● **TASK GOAL**:
State, as a single number, how many lines in the data below contain "ซอยบางกระด".

● **MATERIAL FOR THIS TASK**:
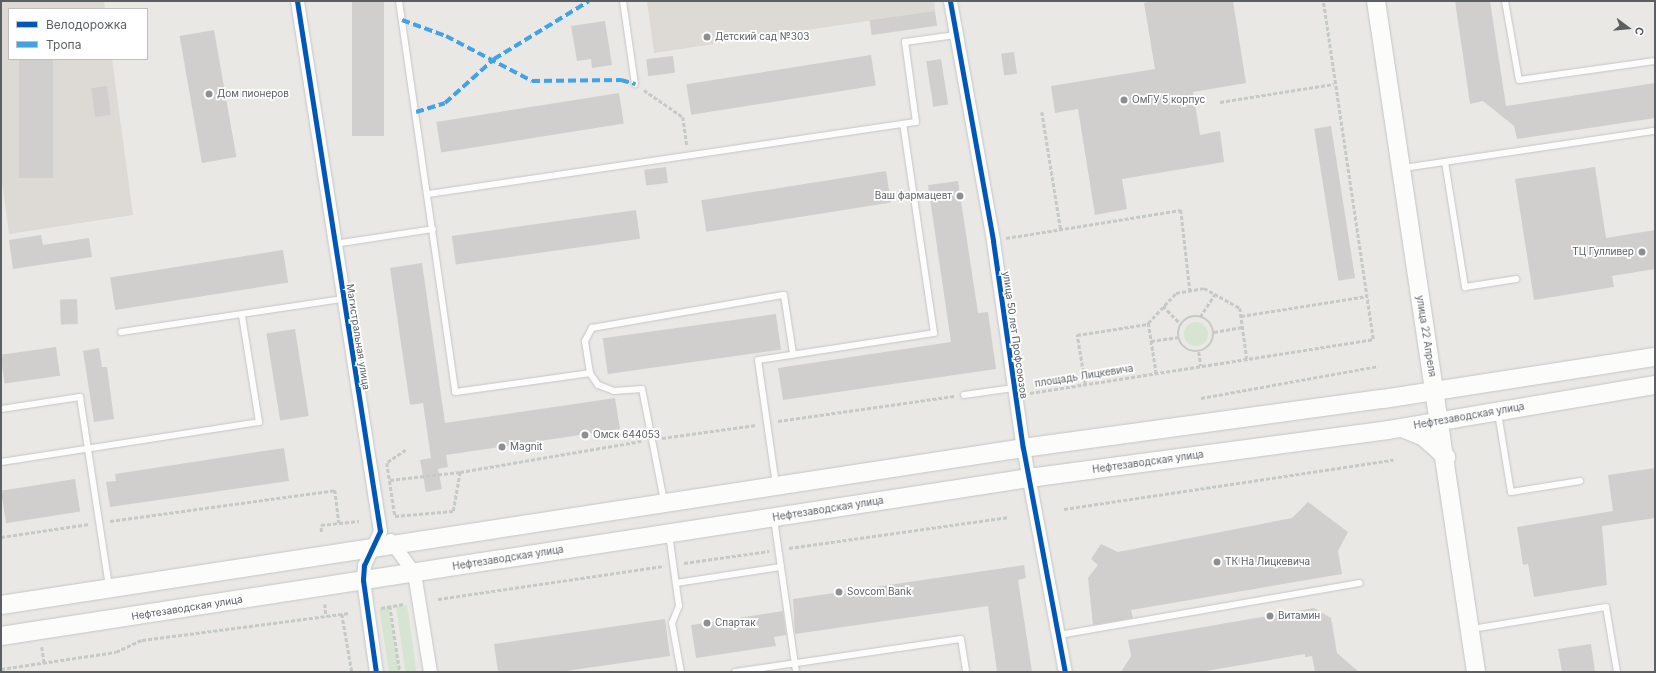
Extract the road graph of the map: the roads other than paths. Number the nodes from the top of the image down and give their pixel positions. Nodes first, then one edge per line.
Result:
1 (297, 1) edge
2 (399, 1) edge
3 (623, 1) edge
4 (950, 1) edge
5 (1376, 1) edge
6 (1505, 1) edge
7 (956, 35) junction
8 (1655, 60) edge
9 (635, 84) road end
10 (903, 124) junction
11 (1655, 131) edge
12 (1445, 162) junction
13 (1401, 169) junction
14 (428, 194) junction
15 (433, 230) junction
16 (334, 244) junction
17 (1516, 279) dead end
18 (342, 299) junction
19 (242, 316) junction
20 (122, 332) dead end
21 (1429, 352) junction
22 (792, 354) junction
23 (1655, 357) edge
24 (590, 373) junction
25 (1655, 385) edge
26 (1462, 386) junction
27 (1434, 390) junction
28 (1014, 391) junction
29 (964, 395) road end
30 (1398, 397) junction
31 (1, 409) edge
32 (1498, 412) junction
33 (1472, 417) junction
34 (1439, 421) junction
35 (1401, 428) junction
36 (88, 448) junction
37 (1023, 448) junction
38 (1446, 457) junction
39 (1, 462) edge
40 (1029, 478) junction
41 (1580, 480) dead end
42 (776, 487) junction
43 (665, 504) junction
44 (774, 517) junction
45 (380, 530) junction
46 (669, 533) junction
47 (395, 546) junction
48 (372, 549) junction
49 (781, 567) junction
50 (414, 573) junction
51 (363, 580) junction
52 (676, 583) junction
53 (1360, 583) dead end
54 (109, 589) junction
55 (1, 605) edge
56 (1470, 629) junction
57 (1059, 635) junction
58 (1, 636) edge
59 (795, 662) junction
60 (376, 672) edge
61 (430, 672) edge
62 (681, 672) edge
63 (735, 672) edge
64 (796, 672) edge
65 (966, 672) edge
66 (1065, 672) edge
67 (1476, 672) edge
68 (1617, 672) edge

1 - 16 street, Магистральная улица
2 - 14 lane
3 - 9 lane
4 - 7 street, улица 50 лет Профсоюзов
5 - 13 main road, улица 22 Апреля
6 - 8 lane
7 - 10 lane
7 - 28 street, улица 50 лет Профсоюзов
10 - 14 lane
10 - 22 lane
11 - 12 lane
12 - 13 lane
12 - 17 lane
13 - 21 main road, улица 22 Апреля
14 - 15 lane
15 - 16 lane
15 - 24 lane
16 - 18 street, Магистральная улица
18 - 19 lane
18 - 45 street, Магистральная улица
19 - 20 lane
19 - 36 lane
21 - 26 main road
21 - 27 main road, улица 22 Апреля
21 - 30 main road
22 - 24 lane
22 - 42 lane
23 - 26 main road
24 - 43 lane
25 - 32 main road, Нефтезаводская улица
26 - 27 main road
27 - 30 main road
27 - 34 main road, улица 22 Апреля
28 - 29 lane
28 - 37 street, улица 50 лет Профсоюзов
30 - 37 main road
31 - 36 lane
32 - 33 main road, Нефтезаводская улица
32 - 41 lane
33 - 34 main road, Нефтезаводская улица
33 - 38 main road
34 - 35 main road, Нефтезаводская улица
34 - 38 main road, улица 22 Апреля
35 - 38 main road
35 - 40 main road, Нефтезаводская улица
36 - 39 lane
36 - 54 lane
37 - 40 street, улица 50 лет Профсоюзов
37 - 42 main road
38 - 56 main road, улица 22 Апреля
40 - 44 main road, Нефтезаводская улица
40 - 57 street, улица 50 лет Профсоюзов
42 - 43 main road
43 - 47 main road
44 - 46 main road, Нефтезаводская улица
44 - 49 lane
45 - 47 street
45 - 48 street
46 - 50 main road, Нефтезаводская улица
46 - 52 lane
47 - 48 main road
47 - 50 street
48 - 51 street
48 - 54 main road
49 - 52 lane
49 - 59 lane
50 - 51 main road, Нефтезаводская улица
50 - 61 street
51 - 58 main road, Нефтезаводская улица
51 - 60 street
52 - 62 lane
53 - 57 lane
54 - 55 main road
56 - 67 main road, улица 22 Апреля
56 - 68 lane
57 - 66 street, улица 50 лет Профсоюзов
59 - 63 lane
59 - 64 lane
59 - 65 lane

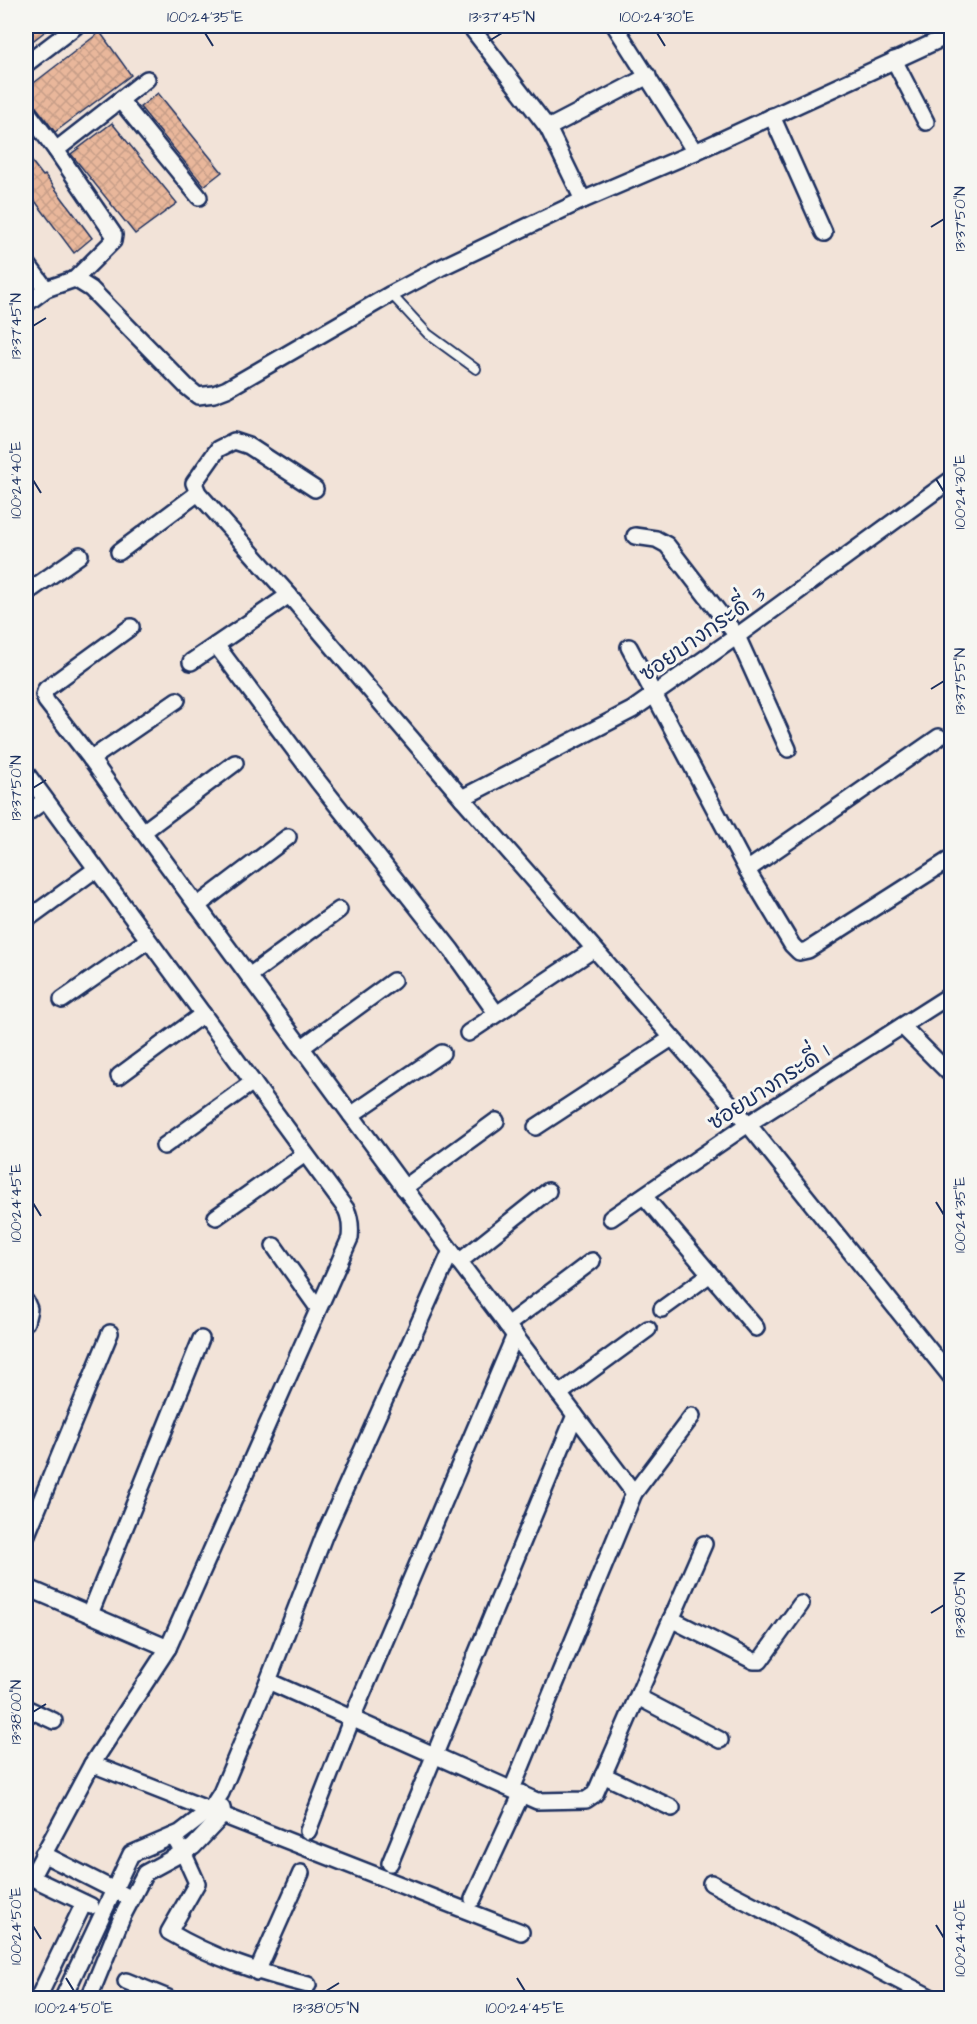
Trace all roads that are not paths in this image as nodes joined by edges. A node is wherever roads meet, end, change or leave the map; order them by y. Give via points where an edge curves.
1 (76, 26) edge
2 (470, 26) edge
3 (615, 26) edge
4 (951, 34) edge
5 (894, 60) junction
6 (26, 64) edge
7 (648, 76) junction
8 (147, 79) dead end
9 (120, 100) junction
10 (26, 111) edge
11 (772, 116) junction
12 (926, 122) dead end
13 (548, 129) junction
14 (56, 150) junction
15 (695, 152) junction
16 (199, 196) dead end
17 (583, 200) junction
18 (824, 233) dead end
19 (26, 262) edge
20 (75, 279) junction
21 (46, 289) junction
22 (391, 294) junction
23 (26, 304) edge
24 (476, 369) dead end
25 (951, 479) edge
26 (315, 489) dead end
27 (198, 494) junction
28 (635, 536) dead end
29 (119, 552) dead end
30 (80, 555) dead end
31 (26, 593) edge
32 (289, 595) junction
33 (131, 627) dead end
34 (737, 636) junction
35 (216, 645) junction
36 (629, 647) dead end
37 (191, 662) dead end
38 (653, 695) junction
39 (177, 700) dead end
40 (939, 737) dead end
41 (788, 749) dead end
42 (92, 759) junction
43 (235, 763) dead end
44 (26, 773) edge
45 (462, 798) junction
46 (45, 800) junction
47 (26, 814) edge
48 (142, 832) junction
49 (288, 837) dead end
50 (951, 858) edge
51 (96, 869) junction
52 (747, 870) junction
53 (197, 906) junction
54 (339, 910) dead end
55 (26, 920) edge
56 (148, 940) junction
57 (594, 949) junction
58 (249, 976) junction
59 (393, 981) dead end
60 (951, 994) edge
61 (62, 1000) dead end
62 (496, 1013) junction
63 (203, 1014) junction
64 (902, 1026) junction
65 (468, 1032) dead end
66 (672, 1038) junction
67 (301, 1047) junction
68 (442, 1053) dead end
69 (119, 1076) dead end
70 (951, 1076) edge
71 (253, 1082) junction
72 (351, 1115) junction
73 (496, 1121) dead end
74 (748, 1124) junction
75 (536, 1127) dead end
76 (164, 1146) dead end
77 (305, 1154) junction
78 (404, 1188) junction
79 (548, 1191) dead end
80 (644, 1196) junction
81 (216, 1217) dead end
82 (611, 1218) dead end
83 (274, 1246) dead end
84 (455, 1256) junction
85 (592, 1261) dead end
86 (710, 1275) junction
87 (26, 1302) edge
88 (318, 1308) junction
89 (662, 1309) dead end
90 (26, 1322) edge
91 (756, 1328) dead end
92 (648, 1329) dead end
93 (511, 1330) junction
94 (110, 1333) dead end
95 (201, 1339) dead end
96 (951, 1378) edge
97 (559, 1394) junction
98 (575, 1415) junction
99 (692, 1416) dead end
100 (634, 1492) junction
101 (26, 1537) edge
102 (704, 1544) dead end
103 (26, 1588) edge
104 (801, 1604) dead end
105 (90, 1614) junction
106 (671, 1620) junction
107 (168, 1648) junction
108 (268, 1681) junction
109 (638, 1697) junction
110 (26, 1708) edge
111 (352, 1718) junction
112 (54, 1721) dead end
113 (720, 1740) dead end
114 (434, 1755) junction
115 (92, 1764) junction
116 (603, 1775) junction
117 (517, 1791) junction
118 (672, 1808) dead end
119 (217, 1813) junction
120 (308, 1831) dead end
121 (173, 1836) junction
122 (183, 1852) junction
123 (44, 1854) junction
124 (390, 1863) dead end
125 (301, 1873) dead end
126 (28, 1877) edge
127 (711, 1883) dead end
128 (115, 1891) junction
129 (131, 1899) junction
130 (473, 1899) dead end
131 (84, 1903) junction
132 (103, 1912) junction
133 (121, 1921) junction
134 (521, 1932) dead end
135 (257, 1972) junction
136 (126, 1981) dead end
137 (308, 1984) dead end
138 (38, 1998) edge
139 (63, 1998) edge
140 (89, 1998) edge
141 (168, 1998) edge
142 (932, 1998) edge

1 - 6 street
2 - 13 street
3 - 7 street
4 - 5 street
5 - 11 street
5 - 12 street
7 - 13 street
7 - 15 street
8 - 9 street
9 - 14 street
9 - 16 street
10 - 14 street
11 - 15 street
11 - 18 street
13 - 17 street
14 - 20 street via 114,235 113,241
15 - 17 street
17 - 22 street
19 - 21 street
20 - 21 street
20 - 22 street via 91,289 198,396 227,390
21 - 23 street
22 - 24 lane via 428,334
25 - 34 street, ซอยบางกระดี่ 3
26 - 27 street via 249,446 234,441 218,449 197,478 194,483
27 - 29 street
27 - 32 street
28 - 34 street via 667,545
30 - 31 street
32 - 35 street
32 - 45 street
33 - 42 street via 44,692 46,701
34 - 38 street, ซอยบางกระดี่ 3
34 - 41 street
35 - 37 street
35 - 62 street via 453,951
36 - 38 street
38 - 45 street, ซอยบางกระดี่ 3 via 632,710
38 - 52 street
39 - 42 street
40 - 52 street
42 - 48 street
43 - 48 street
44 - 46 street
45 - 57 street
46 - 47 street
46 - 51 street
48 - 53 street
49 - 53 street
50 - 52 street via 808,950 799,952
51 - 55 street
51 - 56 street
53 - 58 street
54 - 58 street
56 - 61 street
56 - 63 street
57 - 62 street
57 - 66 street
58 - 67 street
59 - 67 street
60 - 64 street, ซอยบางกระดี่ 1
62 - 65 street
63 - 69 street
63 - 71 street
64 - 70 street
64 - 74 street, ซอยบางกระดี่ 1
66 - 74 street
66 - 75 street
67 - 72 street
68 - 72 street
71 - 76 street
71 - 77 street
72 - 78 street
73 - 78 street
74 - 80 street, ซอยบางกระดี่ 1
74 - 96 street
77 - 81 street
77 - 88 street via 346,1209 351,1222 351,1239
78 - 84 street
79 - 84 street
80 - 82 street, ซอยบางกระดี่ 1
80 - 86 street
83 - 88 street
84 - 93 street
84 - 108 street via 324,1536
85 - 93 street
86 - 89 street
86 - 91 street
87 - 90 street
88 - 107 street
92 - 97 street
93 - 97 street
93 - 111 street
94 - 101 street
95 - 105 street
97 - 98 street
98 - 100 street
98 - 114 street
99 - 100 street
100 - 117 street
102 - 106 street
103 - 105 street
104 - 106 street via 760,1661
105 - 107 street
106 - 109 street
107 - 115 street
108 - 111 street
108 - 119 street via 221,1793
109 - 113 street
109 - 116 street
110 - 112 street
111 - 114 street
111 - 120 street
114 - 117 street
114 - 124 street
115 - 119 street
115 - 123 street
116 - 117 street via 595,1794 586,1800 537,1801
116 - 118 street
117 - 130 street
119 - 121 street
119 - 122 street via 193,1847
119 - 134 street
121 - 122 street
121 - 128 street via 131,1854
122 - 129 street via 146,1874
122 - 135 street via 197,1883 169,1932 199,1949
123 - 126 street
123 - 128 street
125 - 135 street
126 - 131 street
127 - 142 street
128 - 129 street
128 - 132 street
129 - 133 street
131 - 132 street
131 - 138 street
132 - 133 street
132 - 139 street
133 - 140 street
135 - 137 street
136 - 141 street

● **RESPONSE AREA**:
7